# What are the most and least expensive breeds, generally?



## futuredoctor

I saw a horse listed for $175,000. It got me thinking. In general (not extremes), which are the priciest and least expensive horse breeds?

http://www.equine.com/horses-for-sale/horse-ad-2328026.html


----------



## DancingArabian

It's going to vary based on where you are. For example if you're near areas that have TB racing, you can get an OTTB for free or cheap but if you're in cow country, TBs may not be so plentiful. Gypsy Vanners are trendy right now which jacks up their price. Some breeds like Fresians also often carry a hefty price tag.

Edited to add: overall I think TBs are most expensive and least expensive. A race horse can be sold for millions and a couple years down the road be given away as a freebie.
_Posted via Mobile Device_


----------



## Brighteyes

Depends on where you live.

Around here, you can buy a good old trail happy TWH for $300 or less. Horses go cheap in general in central Georgia. The most expensive thing you can get locally is a well finished reining horse. They go for $2000-3000. 

To make money, we buy horses in south Georgia, and then turn around and sell them for $1000 more in Atlanta.


----------



## Chevaux

As a broad generalization, the commonest (and therefore most plentiful) breeds tend to be the least expensive (eg quarter horses and Arabians); there are "vogue" breeds, if you will, that fall in and out of fashion (eg vanners) and so does their price tag; there are "specialty" breeds (when they are sound and in working condition) that tend to be mid range to expensive as they are usually used for competition (eg various warmbloods). Then there are individuals of great talent in any breed that command high prices based on their own merits of ability, conformation and blood lines to some degree.

And we shouldn't forget the lowly grade horse that, while frequently low in price tag, is priceless to its owner because it will safely and happily pack them around.


----------



## waresbear

I don't know about cheapest in my area, well besides miniature horses but the most expensive are warmbloods.


----------



## GamingGrrl

Cheapest around here are grades and QH's, most expensive are warmbloods.
_Posted via Mobile Device_


----------



## Paintlover1965

I think the cheapest around here are Standardbreds. People can't seem to give them away. The most expensive are the Warmbloods.


----------



## FeatheredFeet

The cheapest horses, are usually crossbreds or irresponsibly bred purebreds, which are a conformation nightmare and have had no training or decent care and if a male, is ungelded. Such horses are often dumped or given away free.

Next would be purebreds of any breed, which are to be found in rescues or auctions. In the last few years, some very nice horses and many with papers, have been found in auctions.

After that I think, it would be plentiful breeds in a given area or country. What is common and cheap in one country, could command a larger price where they are uncommon and have a following.

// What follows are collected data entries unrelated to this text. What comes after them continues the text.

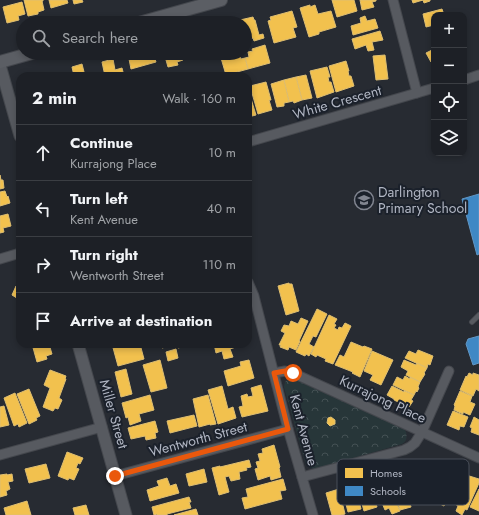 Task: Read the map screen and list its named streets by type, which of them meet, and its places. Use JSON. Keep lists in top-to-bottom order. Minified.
{"streets":{"street":["White Crescent","Kurrajong Place","Miller Street","Kent Avenue","Wentworth Street"]},"crossings":[["Kurrajong Place","Kent Avenue"],["Miller Street","Wentworth Street"],["Kent Avenue","Wentworth Street"]],"places":{"school or university":["Darlington Primary School"]},"legend":["Homes","Schools"],"page":{"map_buttons":["+","−"],"search":"Search here","heading":["2 min","Walk · 160 m"],"list":[["Continue","Kurrajong Place","10 m"],["Turn left","Kent Avenue","40 m"],["Turn right","Wentworth Street","110 m"],"Arrive at destination"]}} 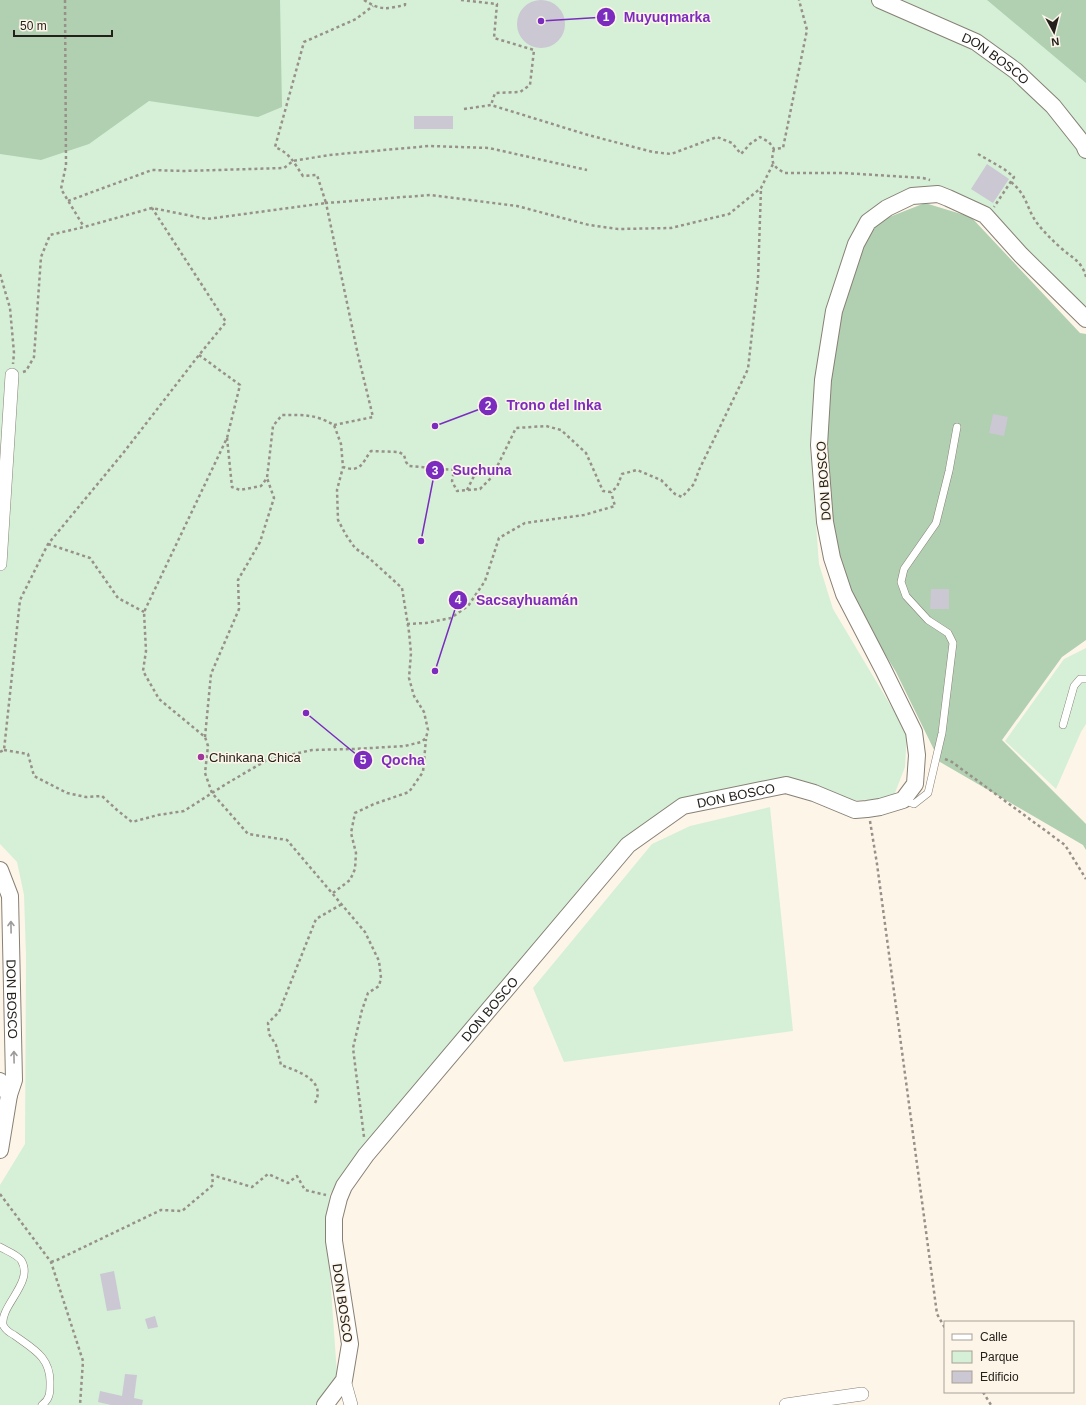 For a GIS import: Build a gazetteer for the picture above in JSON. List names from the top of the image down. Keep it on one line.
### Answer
{"streets":{"street":["DON BOSCO"]},"places":["Muyuqmarka","Trono del Inka","Suchuna","Sacsayhuamán","Qocha","Chinkana Chica"],"legend":["Calle","Parque","Edificio"],"scale_bar":"50 m","north":"bottom"} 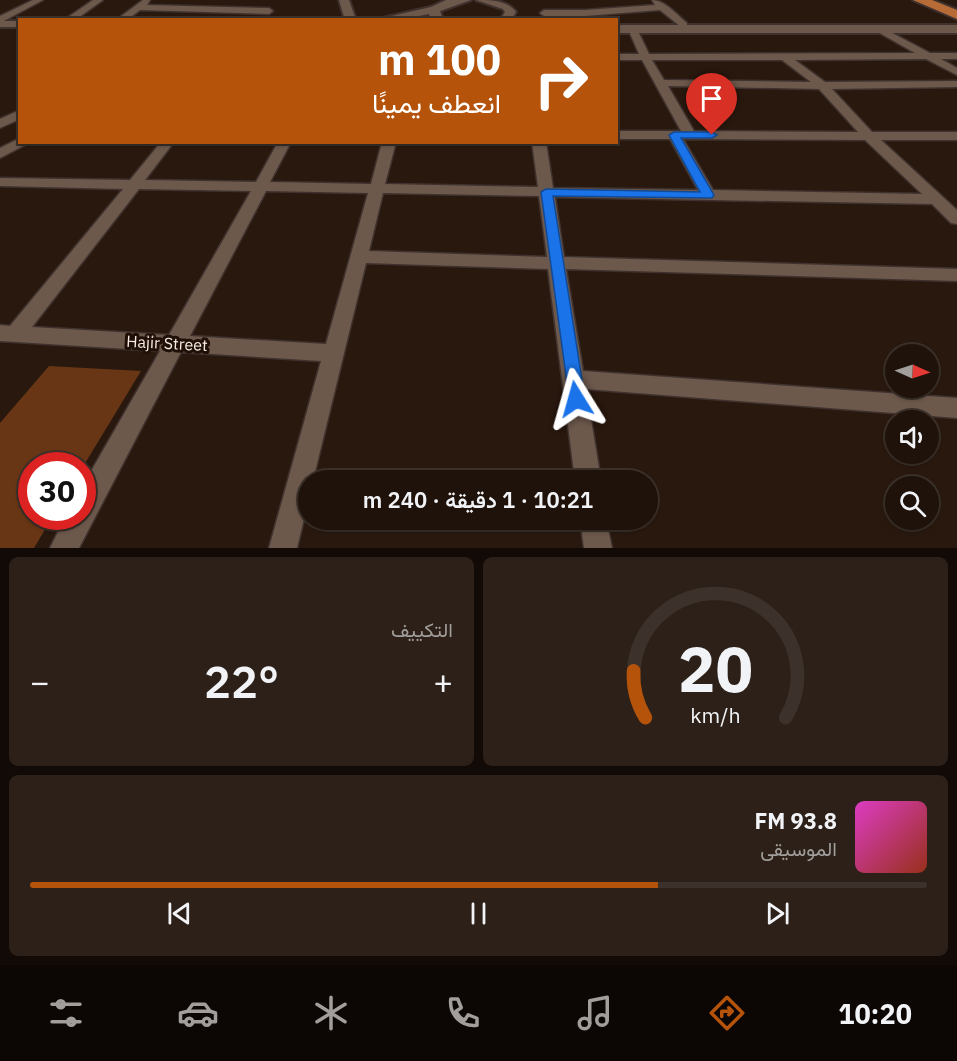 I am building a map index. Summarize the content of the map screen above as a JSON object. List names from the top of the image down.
{
  "streets": {
    "street": ["Hajir Street"]
  },
  "north": "right",
  "page": {
    "turn": ["100 m", "انعطف يمينًا"],
    "limit": "30",
    "trip": "10:21 · 1 دقيقة · 240 m",
    "tile": "التكييف",
    "heat": ["−", "22°", "+"],
    "song": ["93.8 FM", "الموسيقى"],
    "tabs": "10:20",
    "gauge": ["20", "km/h"]
  }
}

A good horse in any breed, which has been handled and trained, could command a price many times more than the same horse with no training. A stallion who has made a name for himself in most breeds, with offspring to prove his worth, can command a high price. 

Wealthy farms with a history of producing excellent stock and an enormous advertising budget, will usually ask and get, more for their stock. 

Certain Warmbloods, have usually fetched quite high prices. And by 'Warmblood', I don't mean any old light horse x draft, which many seem to immediately think are Warmbloods.

So most of the time, you can't just go by breed. In every breed, you will find very expensive, less so and bargains. And like everything, it is often a case of supply and demand.

Lizzie


----------



## dbarabians

There are plenty of TB's worth millions of dollars. The most expensive animals in the world have been TB stallions. Some QH stallions and a few Arabians have commanded millions of dollars. I dont know of any other breeds that have consistently sold for 7 figures.
Then again you can buy Arabs, QH's and TB's for a couple of hundred dollars any day also. Shalom


----------



## xlionesss

Least expensive around here is probably OTTBs. We've got plenty that need to be adopted...I'd say second is Tennessee Walkers, we've got oodles of them. 
Most expensive is definitely warmbloods.


----------



## FeatheredFeet

Many of us, remember the Miniature Horse, which sold for $100.000. And what about the two year old TB colt, which sold for $16,000.000 in Florida. In Appleby Fair a few years ago, a ten month old Gypsy Horse filly, sold for 60,000 pounds. Double that for dollars at the time. And no, the filly was not sold to an American, but stayed in England with her new owner. She will never come to the US. Many Americans love to parrot the things they read on the net, about how Gypsy Horses are two a penny in the UK. Truth is, that in the UK, many Gypsies change hands for some very hefty prices and hardly ever to Americans. 

And speaking of Gypsy Horses in the US, it really irks me these days, that many cross breed to Gypsies and ask more for the crossbreds, than many purebreds are priced today. Tells me that those who pay big prices for crossbred Gypsies, just have not done their homework. And those who breed and sell these crosses, count on the fact that the buyer will have not done their homework and still think all Gypsies are high priced, as they were ten years ago.

I see the same happening with Friesians, which seem to be a current fad breed. 

And we've all seen some brightly coloured or interestingly coloured horses, selling for huge money, even though they are a conformation mess.

Lizzie


----------



## Regula

Here you can pick up horses very cheaply at auctions (we're talking under $100) - mostly QH, Arabs and mutts from BYBs.
The in-breeds here right now are Warmbloods, Friesians, and Andalusians.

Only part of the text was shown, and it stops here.